C’est entendu : les gestes visuels ou verbaux d’Alan Eglinton ont à voir avec l’art du haïku. Sa dilection pour les cultures asiatiques – et pour leurs figures d’érotisme – est notoire. Dans sa lucide triangulation culturelle Grande-Bretagne-France-Asie, il sait éviter l’exotisme et le danger du « poétique », dont les grands auteurs japonais du genre se méfient eux-mêmes par-dessus tout. Un maître du zen ne répondit-il pas un jour à l’un de ses disciples zélés que sa fausse sagesse et son souci de transcendance « puaient le zen » ? Les poètes occidentaux du XXe siècle ayant pratiqué le haïku, comme Jack Kerouac ou Tomas Tranströmer, connaissaient eux aussi ce danger de l’effusion sentimentale.
On trouve chez Eglinton des images d’une immobilité sereine, d’autres relevant de la photographie de rue la plus fugace. Leur maîtrise s’est nourrie d’une vaste culture qui s’invite dans ses œuvres par intermittence : le visage de Walker Evans apparaît de manière facétieuse ici, tandis qu’ailleurs le nom de William Eggleston croise celui de l’artiste en un pentasyllabe - William Eglinton/Alan Eggleston. On gardera en mémoire, du reste, qu’Eglinton est l’auteur de remarquables images proches du documentaire social.

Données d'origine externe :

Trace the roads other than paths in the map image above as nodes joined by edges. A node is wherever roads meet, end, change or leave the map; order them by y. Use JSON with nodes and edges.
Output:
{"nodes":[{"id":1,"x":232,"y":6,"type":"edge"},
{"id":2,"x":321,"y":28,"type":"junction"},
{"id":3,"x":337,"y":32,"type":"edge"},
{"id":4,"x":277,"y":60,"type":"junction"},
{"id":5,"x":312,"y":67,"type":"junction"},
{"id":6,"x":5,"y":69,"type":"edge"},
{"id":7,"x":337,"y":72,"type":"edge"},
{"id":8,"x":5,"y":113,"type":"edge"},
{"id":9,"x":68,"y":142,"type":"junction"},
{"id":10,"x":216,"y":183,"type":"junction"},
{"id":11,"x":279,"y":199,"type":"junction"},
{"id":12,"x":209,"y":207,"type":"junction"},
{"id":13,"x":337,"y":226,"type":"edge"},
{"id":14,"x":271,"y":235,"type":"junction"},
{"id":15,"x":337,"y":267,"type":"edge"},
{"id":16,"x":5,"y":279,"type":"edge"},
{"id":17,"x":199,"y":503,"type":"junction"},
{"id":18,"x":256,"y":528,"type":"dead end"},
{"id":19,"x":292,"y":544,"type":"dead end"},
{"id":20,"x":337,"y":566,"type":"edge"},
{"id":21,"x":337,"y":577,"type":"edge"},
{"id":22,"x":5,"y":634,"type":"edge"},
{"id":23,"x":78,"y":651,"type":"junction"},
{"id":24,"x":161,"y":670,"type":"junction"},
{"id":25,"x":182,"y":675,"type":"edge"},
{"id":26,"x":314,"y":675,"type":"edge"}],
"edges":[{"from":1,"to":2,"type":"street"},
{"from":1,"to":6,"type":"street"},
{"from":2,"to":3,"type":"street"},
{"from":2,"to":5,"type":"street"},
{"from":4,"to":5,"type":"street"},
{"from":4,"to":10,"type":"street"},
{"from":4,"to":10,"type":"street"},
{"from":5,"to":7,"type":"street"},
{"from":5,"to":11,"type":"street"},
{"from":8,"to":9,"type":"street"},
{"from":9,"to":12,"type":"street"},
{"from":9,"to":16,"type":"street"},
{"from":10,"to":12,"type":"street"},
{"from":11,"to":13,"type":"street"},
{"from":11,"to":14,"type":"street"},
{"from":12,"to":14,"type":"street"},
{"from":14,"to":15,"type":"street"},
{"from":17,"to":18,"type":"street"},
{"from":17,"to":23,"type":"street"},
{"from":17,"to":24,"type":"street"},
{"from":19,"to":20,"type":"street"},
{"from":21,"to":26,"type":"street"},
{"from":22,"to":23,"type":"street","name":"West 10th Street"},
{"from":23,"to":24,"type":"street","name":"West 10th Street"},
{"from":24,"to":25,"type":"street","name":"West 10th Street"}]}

D’autres photographies sont débraillées comme des souvenirs d’amateur ; des portraits sont gardés en raison même de leur échec, ou crayonnés avec la plus grande décontraction : la mention explicite du fuck-up pourrait être une évocation du cut-up de Brion Gysin et William Burroughs. Tout ici est un jeu auto-ironique entre « ce qu’il faut faire » et « ce qu’il ne faut pas faire », comme dans ces recommandations administratives en vue des portraits de passeport. Même la mauvaise condition physique des photographies peut être convoquée pour de subtils comptes-rendus de circonstance : déchirées ou voilées, elles voisinent avec le tout-venant des tickets, bulletins, factures ou tags de bagages.
Ainsi les deux valeurs opposées de l’ordre et du désordre délimitent-elles ici le territoire mental où se déploient les humbles signes quotidiens d’une épopée. Mais la maîtrise et le lâcher-prise sont-ils vraiment opposés ? Bien sûr que non : le naturel ne peut être que le fruit d’une rigueur. Et pourtant, le meilleur moyen d’échouer est de chercher cette rigueur par l’effort : rien de plus difficile que de parvenir à laisser aller. Il faut pratiquer l’observation attentive plutôt que la concentration douloureuse. Alan Eglinton l’a vite compris et c’est là, je crois, la source du grand charme de sa cadence easy-going.